Me vestí con un traje decente y una corbata fina y encontré en el paragüero el viejo bastón que usaba mi abuelo y alguna vez utilizó mi padre. En la empuñadura tomaba la forma de una cabeza de galgo, gastado del roce de las manos. Me ayudó a sostener mis tobillos. Al menos hasta alcanzar el taxi que había pedido y que Erlinda no quería que tomara en mi estado lamentable camino de la sede de Los Cuervos. Pero aunque ella me posara la palma de la mano en la frente y me repitiera que tenía fiebre, yo sabía dónde estaba mi lugar.
No habían cortado el paso aún en los aledaños, aunque estaba montado un pequeño escenario que prolongaba el edificio de dos plantas de la sede. Era una terracita que envolverían la música y las consignas del dj y en la que, si todo iba bien, aparecerías sonriente y aterrada junto a los altos cargos del partido cuando llegara la hora de la verdad a eso de las doce de la noche, vencido el escrutinio. Ese momento en el que los seguidores gritarían presidenta, presidenta, y tú no sabrías bien cómo reaccionar, si reír o llorar.
Conservaba aún la acreditación oficial y me conocían los porteros, aunque se había triplicado la presencia policial y acceder a la sede fue agónico, especialmente porque mis tobillos seguían insultándome por el paseo de la noche anterior. Me decían: ¿adónde creías que ibas, gordo infame, no te has dado cuenta en todos estos años de que el romanticismo no es lo tuyo? Nos gustabas más cuando solo sentías frío en los pies y en el corazón, cuando no creías en nada.
En la mesa de recepción me devolvieron a la realidad con una amable bofetada. No estaba autorizado a subir a los pisos de los despachos. Arroba, que se asomó a recoger a algún invitado, se interesó por ampliar mi acceso, pero fue imposible que me dejaran subir. Prometió hablar con los de arriba y conseguirme un pase. No volví a saber de él. También vi pasar a Pili Cañamero, que me informó de que tú aún no habías llegado y de que ella no hacía las listas de paso, bastante tenía ya con lo suyo.
-Hoy va a ser una noche larga, Basilio. Yo que tú me iba a casa.
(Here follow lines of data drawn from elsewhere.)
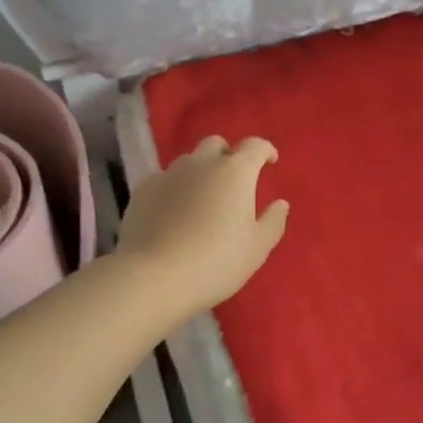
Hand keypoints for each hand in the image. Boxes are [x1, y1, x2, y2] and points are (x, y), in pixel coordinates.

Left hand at [116, 136, 288, 316]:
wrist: (153, 276)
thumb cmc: (216, 261)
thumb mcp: (257, 248)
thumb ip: (273, 221)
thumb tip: (280, 204)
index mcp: (235, 172)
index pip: (254, 146)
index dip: (265, 150)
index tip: (270, 162)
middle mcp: (201, 163)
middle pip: (217, 145)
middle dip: (228, 156)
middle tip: (233, 181)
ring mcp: (168, 174)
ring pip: (188, 161)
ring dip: (200, 172)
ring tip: (202, 199)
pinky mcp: (143, 190)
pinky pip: (165, 180)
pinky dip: (175, 188)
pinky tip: (174, 212)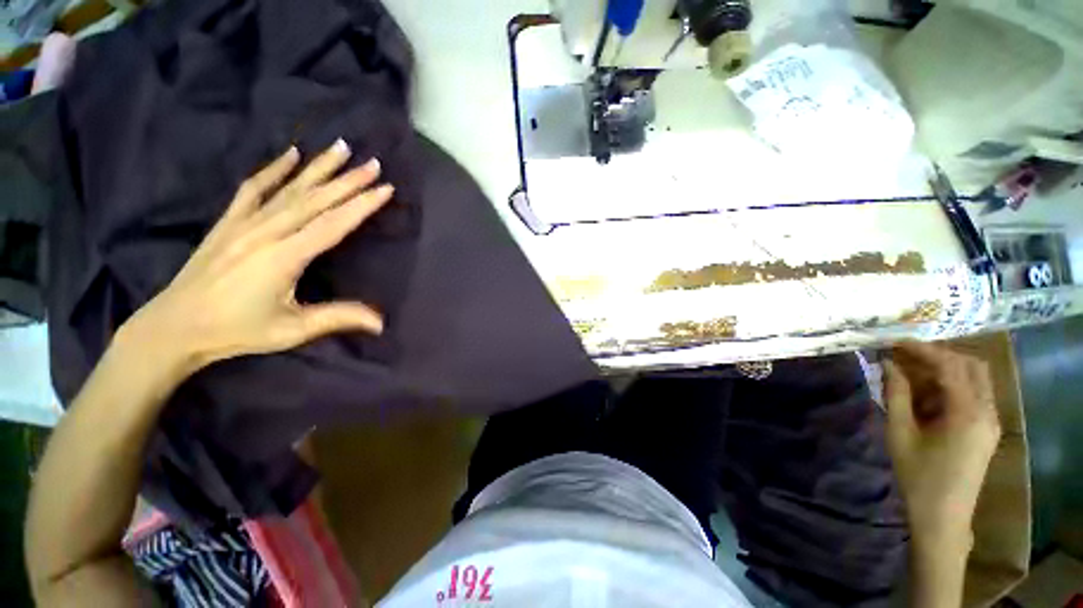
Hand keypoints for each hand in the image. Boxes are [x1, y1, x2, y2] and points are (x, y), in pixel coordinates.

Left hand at [120, 140, 391, 375]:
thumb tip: (382, 323)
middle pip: (314, 200)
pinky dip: (273, 169)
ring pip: (289, 188)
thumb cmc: (237, 331)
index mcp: (284, 257)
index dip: (361, 206)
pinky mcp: (228, 221)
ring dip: (318, 167)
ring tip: (340, 147)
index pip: (332, 224)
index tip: (385, 189)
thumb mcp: (292, 330)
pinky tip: (290, 154)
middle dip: (348, 180)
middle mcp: (265, 232)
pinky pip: (253, 189)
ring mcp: (244, 223)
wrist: (175, 327)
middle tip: (373, 163)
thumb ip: (338, 318)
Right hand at [884, 342, 1000, 544]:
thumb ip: (896, 394)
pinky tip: (927, 396)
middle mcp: (987, 411)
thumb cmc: (917, 475)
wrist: (942, 517)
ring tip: (911, 374)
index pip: (950, 366)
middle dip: (938, 355)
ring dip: (945, 370)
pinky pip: (974, 394)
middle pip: (971, 365)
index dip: (922, 350)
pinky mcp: (987, 429)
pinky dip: (951, 386)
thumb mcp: (900, 433)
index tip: (894, 342)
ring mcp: (991, 420)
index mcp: (968, 413)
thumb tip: (887, 363)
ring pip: (975, 378)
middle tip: (905, 355)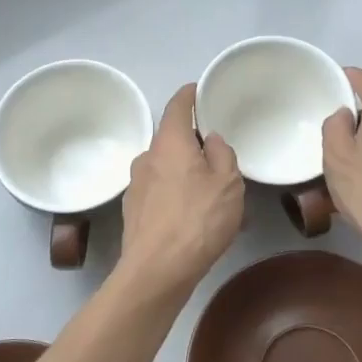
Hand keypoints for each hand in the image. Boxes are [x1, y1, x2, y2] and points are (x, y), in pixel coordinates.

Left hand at [120, 83, 243, 289]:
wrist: (157, 271)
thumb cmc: (198, 219)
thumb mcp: (228, 183)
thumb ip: (223, 153)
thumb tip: (211, 139)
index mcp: (169, 142)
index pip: (177, 105)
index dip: (189, 95)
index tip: (199, 90)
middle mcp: (147, 157)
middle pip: (171, 139)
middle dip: (193, 144)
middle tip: (219, 156)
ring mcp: (136, 185)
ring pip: (166, 169)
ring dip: (186, 174)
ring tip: (213, 195)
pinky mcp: (133, 212)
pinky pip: (160, 193)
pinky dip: (176, 196)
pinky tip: (194, 218)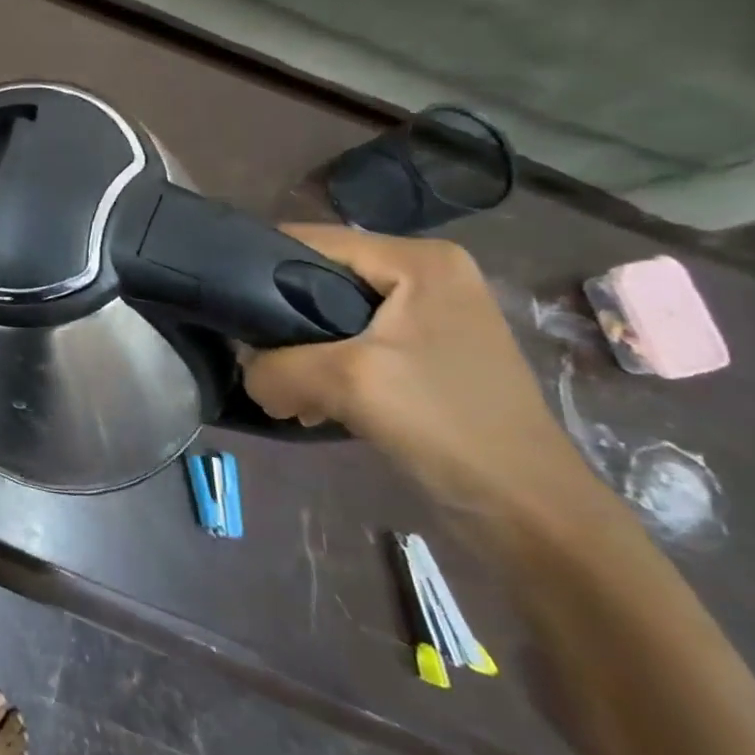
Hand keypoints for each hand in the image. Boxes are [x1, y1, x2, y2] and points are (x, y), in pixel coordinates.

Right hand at [242, 226, 605, 530]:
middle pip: (320, 277)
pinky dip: (326, 368)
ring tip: (280, 387)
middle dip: (281, 319)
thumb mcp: (346, 382)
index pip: (313, 240)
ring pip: (332, 315)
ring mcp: (430, 316)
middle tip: (253, 356)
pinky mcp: (427, 355)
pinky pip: (355, 344)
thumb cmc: (447, 425)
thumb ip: (275, 365)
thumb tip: (247, 372)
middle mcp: (428, 275)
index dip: (259, 264)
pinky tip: (311, 402)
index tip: (223, 301)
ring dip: (300, 351)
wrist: (531, 515)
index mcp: (420, 260)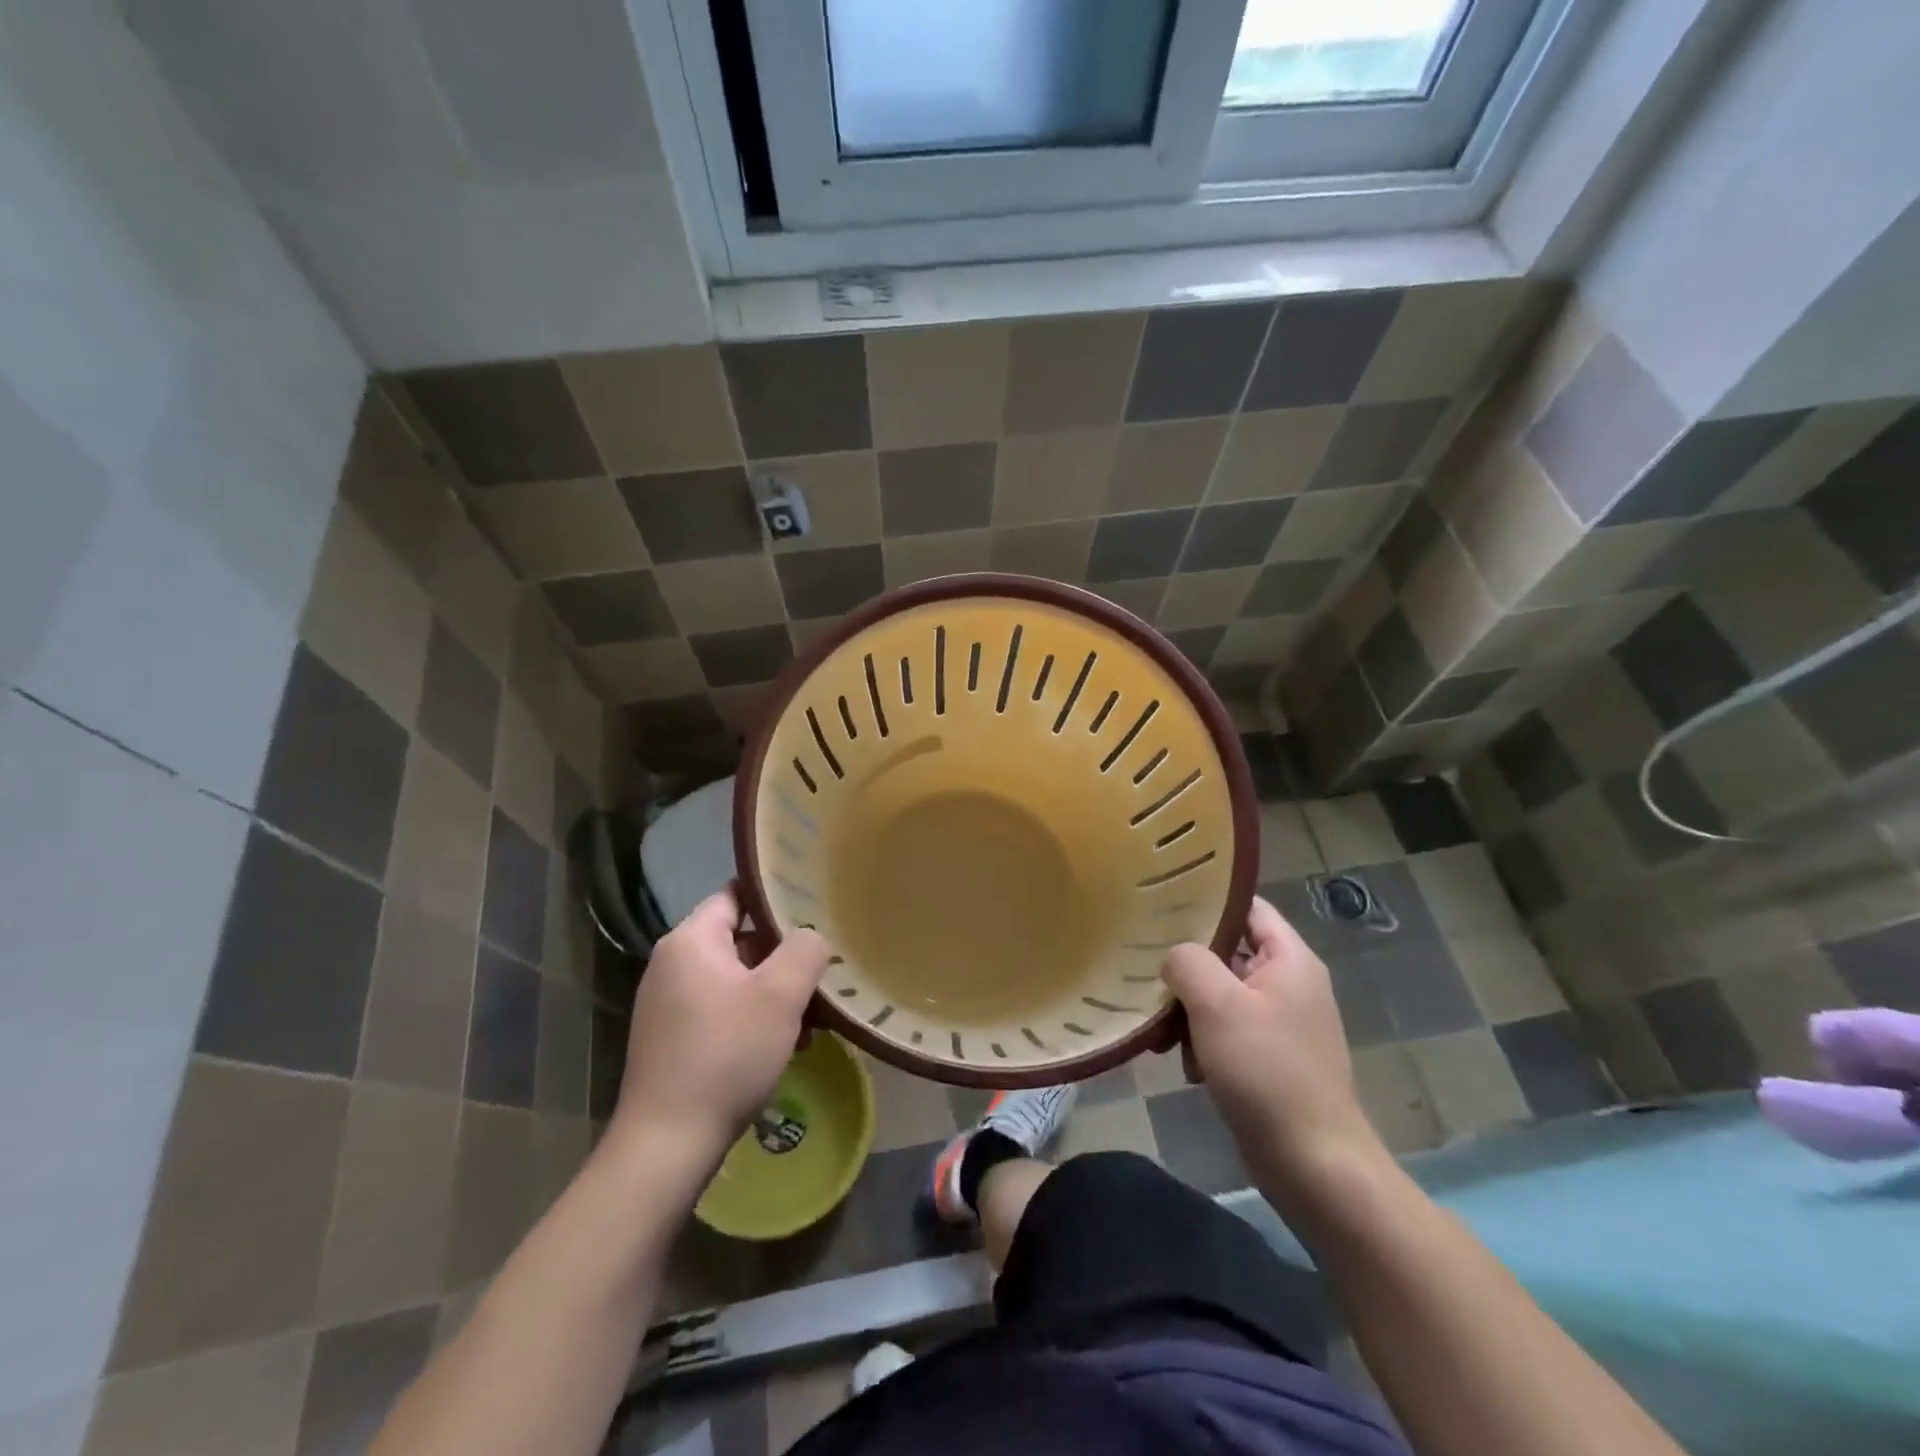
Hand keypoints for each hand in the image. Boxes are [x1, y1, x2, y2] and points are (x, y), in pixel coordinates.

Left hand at [615, 886, 830, 1155]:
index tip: (814, 907)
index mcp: (690, 941)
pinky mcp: (672, 1037)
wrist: (667, 1145)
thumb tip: (811, 936)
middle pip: (739, 939)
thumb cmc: (726, 1055)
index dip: (775, 897)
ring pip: (736, 978)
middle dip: (783, 956)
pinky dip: (753, 1017)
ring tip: (811, 1019)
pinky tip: (783, 1046)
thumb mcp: (780, 996)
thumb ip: (805, 950)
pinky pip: (722, 1009)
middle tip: (821, 973)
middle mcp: (672, 964)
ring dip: (774, 993)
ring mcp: (668, 1003)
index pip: (736, 894)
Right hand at [1163, 897, 1383, 1197]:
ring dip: (1189, 1008)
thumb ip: (1188, 962)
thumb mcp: (1217, 1005)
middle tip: (1146, 968)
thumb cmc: (1266, 1071)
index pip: (1246, 906)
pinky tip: (1184, 1063)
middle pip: (1228, 951)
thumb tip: (1174, 957)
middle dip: (1187, 964)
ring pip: (1221, 993)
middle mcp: (1289, 983)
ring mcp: (1281, 1022)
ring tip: (1162, 1030)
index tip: (1161, 904)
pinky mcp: (1270, 1057)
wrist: (1312, 1163)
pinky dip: (1202, 1039)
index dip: (1206, 900)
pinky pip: (1226, 1030)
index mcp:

Hubo un revuelo en la puerta exterior, dos coches negros que reconocí porque en la ciudad los usaban Zunzu, Pacheco y los chicos de seguridad. Tania, Carlota y tú salisteis juntas del segundo de ellos. Aitana Banana te había vestido de ganadora, esa chica era inteligente, definitivamente. Ibas de pantalón y chaqueta verde, con una camisa azul que quizá fuera de hombre, pero te otorgaba un aire de mando y personalidad que tantas veces eché de menos en la campaña. Te rodearon los fotógrafos, en eso que siempre llaman nube los vagos de mis colegas, y accediste por la puerta de cristal donde se habían arracimado tantas personas que de pronto temí que no repararas en mí. Pero de algo sirve ser gordo, llevar traje bien cortado y un bastón con empuñadura de galgo.
Me sonreíste con los ojos, habías pasado por la peluquería y te brillaba el decolorado arrubiado. Pero recibí tres fogonazos intensos. Uno era la distancia, el otro era la indiferencia y el otro era la prevención. Los tres disparos de tu mirada me hirieron de muerte. El gordo triste no estaba invitado a la fiesta de las sonrisas, al banquete de tu intimidad, al imaginable placer de tu cuerpo desnudo y tu corazón inteligente. Cuando las cosas caen por su propio peso, yo soy el primero en caer. Es lo que tiene ser gordo. Nos dio el tiempo justo para saludarnos por encima del vocerío. Yo llevaba en el bolsillo de la chaqueta el papel plegado con el borrador del discurso. Pero tú ni lo pediste, porque ya no lo necesitabas, ya no me necesitabas.